The Roadbook bundles 21 missions for collecting, exploring and creating images of the future.  These missions stimulate observations, analysis, creatvity and a critical attitude. They provide the red thread for the cultural exchange and encourage long-term thinking.

 

The bulk of the missions is carried out during the three week exploration period in Katanga. The participants determine for themselves in what order they tackle their missions. For each mission a set of questions guides the reflection and no mission is complete without the inclusion of one or more images. Ideas for the future are developed in words and images. Visualising and rendering the futures tangible this way, is a challenge that sharpens the attention. Images narate differently. Looking and seeing, imagining and representing, change how the future is experienced and deepen engagement with possibilities for tomorrow.
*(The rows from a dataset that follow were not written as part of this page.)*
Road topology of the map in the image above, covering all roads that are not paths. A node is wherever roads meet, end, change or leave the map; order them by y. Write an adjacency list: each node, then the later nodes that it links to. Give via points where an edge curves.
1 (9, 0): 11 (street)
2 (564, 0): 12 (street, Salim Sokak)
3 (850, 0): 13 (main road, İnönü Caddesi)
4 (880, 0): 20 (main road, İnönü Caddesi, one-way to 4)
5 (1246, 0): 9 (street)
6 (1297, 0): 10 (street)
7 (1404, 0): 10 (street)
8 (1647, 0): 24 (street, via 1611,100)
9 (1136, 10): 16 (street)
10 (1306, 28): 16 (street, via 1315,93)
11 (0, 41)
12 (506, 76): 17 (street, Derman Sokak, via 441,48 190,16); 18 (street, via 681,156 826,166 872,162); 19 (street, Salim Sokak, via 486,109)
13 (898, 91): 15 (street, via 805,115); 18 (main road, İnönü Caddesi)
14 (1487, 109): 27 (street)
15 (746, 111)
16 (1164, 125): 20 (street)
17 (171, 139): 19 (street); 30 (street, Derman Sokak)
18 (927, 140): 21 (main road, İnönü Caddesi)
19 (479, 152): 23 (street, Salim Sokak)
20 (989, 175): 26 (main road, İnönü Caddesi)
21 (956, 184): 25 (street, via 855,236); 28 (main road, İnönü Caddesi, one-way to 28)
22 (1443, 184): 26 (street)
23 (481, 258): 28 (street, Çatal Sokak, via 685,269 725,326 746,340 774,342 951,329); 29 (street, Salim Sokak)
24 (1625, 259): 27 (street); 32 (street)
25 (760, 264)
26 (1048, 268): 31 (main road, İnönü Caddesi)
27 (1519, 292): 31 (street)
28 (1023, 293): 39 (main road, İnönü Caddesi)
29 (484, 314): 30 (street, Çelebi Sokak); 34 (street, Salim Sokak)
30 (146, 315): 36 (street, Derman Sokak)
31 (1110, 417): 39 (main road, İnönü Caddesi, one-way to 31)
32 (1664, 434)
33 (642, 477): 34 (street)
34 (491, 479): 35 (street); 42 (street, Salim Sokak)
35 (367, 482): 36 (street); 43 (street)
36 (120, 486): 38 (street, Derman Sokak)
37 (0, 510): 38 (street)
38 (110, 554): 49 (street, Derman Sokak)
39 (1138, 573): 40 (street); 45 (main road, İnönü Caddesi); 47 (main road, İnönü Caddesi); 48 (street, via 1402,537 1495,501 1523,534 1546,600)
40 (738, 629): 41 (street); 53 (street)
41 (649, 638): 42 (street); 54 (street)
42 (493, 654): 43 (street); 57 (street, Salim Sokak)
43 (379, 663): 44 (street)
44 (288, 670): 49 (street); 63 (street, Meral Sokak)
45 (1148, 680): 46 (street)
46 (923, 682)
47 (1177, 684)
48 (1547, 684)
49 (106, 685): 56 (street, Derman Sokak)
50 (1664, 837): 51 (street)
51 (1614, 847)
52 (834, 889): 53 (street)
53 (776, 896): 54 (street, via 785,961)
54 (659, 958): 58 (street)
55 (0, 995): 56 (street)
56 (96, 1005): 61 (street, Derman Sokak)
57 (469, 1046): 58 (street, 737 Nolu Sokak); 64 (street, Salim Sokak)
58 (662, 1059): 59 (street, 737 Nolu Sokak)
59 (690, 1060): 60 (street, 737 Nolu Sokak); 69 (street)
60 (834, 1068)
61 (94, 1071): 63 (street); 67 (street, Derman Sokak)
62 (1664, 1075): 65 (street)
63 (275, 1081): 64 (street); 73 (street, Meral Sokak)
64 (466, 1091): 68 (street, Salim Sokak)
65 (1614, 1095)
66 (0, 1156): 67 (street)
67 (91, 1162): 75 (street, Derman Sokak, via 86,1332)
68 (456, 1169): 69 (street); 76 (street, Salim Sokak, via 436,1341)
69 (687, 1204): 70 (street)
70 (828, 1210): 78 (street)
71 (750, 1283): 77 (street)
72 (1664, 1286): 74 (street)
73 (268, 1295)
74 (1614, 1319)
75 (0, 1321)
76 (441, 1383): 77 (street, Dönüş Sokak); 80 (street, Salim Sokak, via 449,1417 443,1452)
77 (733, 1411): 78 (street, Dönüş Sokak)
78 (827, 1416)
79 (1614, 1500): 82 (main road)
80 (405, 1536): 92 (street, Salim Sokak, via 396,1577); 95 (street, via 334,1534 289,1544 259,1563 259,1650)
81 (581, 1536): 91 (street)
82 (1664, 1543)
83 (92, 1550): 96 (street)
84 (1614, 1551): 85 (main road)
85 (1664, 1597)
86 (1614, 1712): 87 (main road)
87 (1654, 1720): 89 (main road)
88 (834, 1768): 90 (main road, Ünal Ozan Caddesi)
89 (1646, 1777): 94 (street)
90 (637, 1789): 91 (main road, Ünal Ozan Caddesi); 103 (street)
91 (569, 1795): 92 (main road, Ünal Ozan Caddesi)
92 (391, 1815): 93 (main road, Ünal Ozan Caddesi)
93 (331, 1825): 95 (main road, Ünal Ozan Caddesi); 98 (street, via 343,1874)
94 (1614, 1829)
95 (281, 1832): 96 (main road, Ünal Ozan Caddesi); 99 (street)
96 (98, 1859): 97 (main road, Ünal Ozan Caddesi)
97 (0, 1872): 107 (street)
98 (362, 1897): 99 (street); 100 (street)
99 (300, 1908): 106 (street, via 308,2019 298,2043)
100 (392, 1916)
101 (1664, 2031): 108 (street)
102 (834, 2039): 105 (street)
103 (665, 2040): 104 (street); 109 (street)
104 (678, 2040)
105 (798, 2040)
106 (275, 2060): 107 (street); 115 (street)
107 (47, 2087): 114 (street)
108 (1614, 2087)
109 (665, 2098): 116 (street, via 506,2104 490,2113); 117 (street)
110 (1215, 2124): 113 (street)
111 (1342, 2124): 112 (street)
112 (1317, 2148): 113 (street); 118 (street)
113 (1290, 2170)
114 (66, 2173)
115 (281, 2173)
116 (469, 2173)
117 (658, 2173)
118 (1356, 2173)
There are seven mission types in the Roadbook:

With orientation missions, participants test their own relationwhip with the future. They make a self-portrait today and next to that, a represenation of themselves in the year 02030. They look for visions of the future in places where they feel at home, in their family and elsewhere.

 

The second set of missions stimulates observation and seeks to make participants alert for references to the future that are all around us.

 

With the construction missions participants make up and design a range of futures using different building blocks. They place alternative possibilities next to each other and look at their desirability.
 

 

The specials missions allow participants to work in their own field of interest, themes and topics they treat in their studies, related to their personal experience or the programme of visits during the exploration, receive attention.

 

The explorers share their work with eachother and the world. They compare and combine each others missions. In a co-creation proces with an artist they are involved in the emergence and distribution of a unique artistic image of the future.

 

A third of the missions in the Roadbook invites participants to hold and record conversations about the future. In these semi-structured conversations, personal, local and global scales are treated and positive as well as negative posibilities are discussed.

 

To keep track of all the information, meetings, visits and images of the futures that are brought together, there is one mission for navigation, where lists and logs are kept.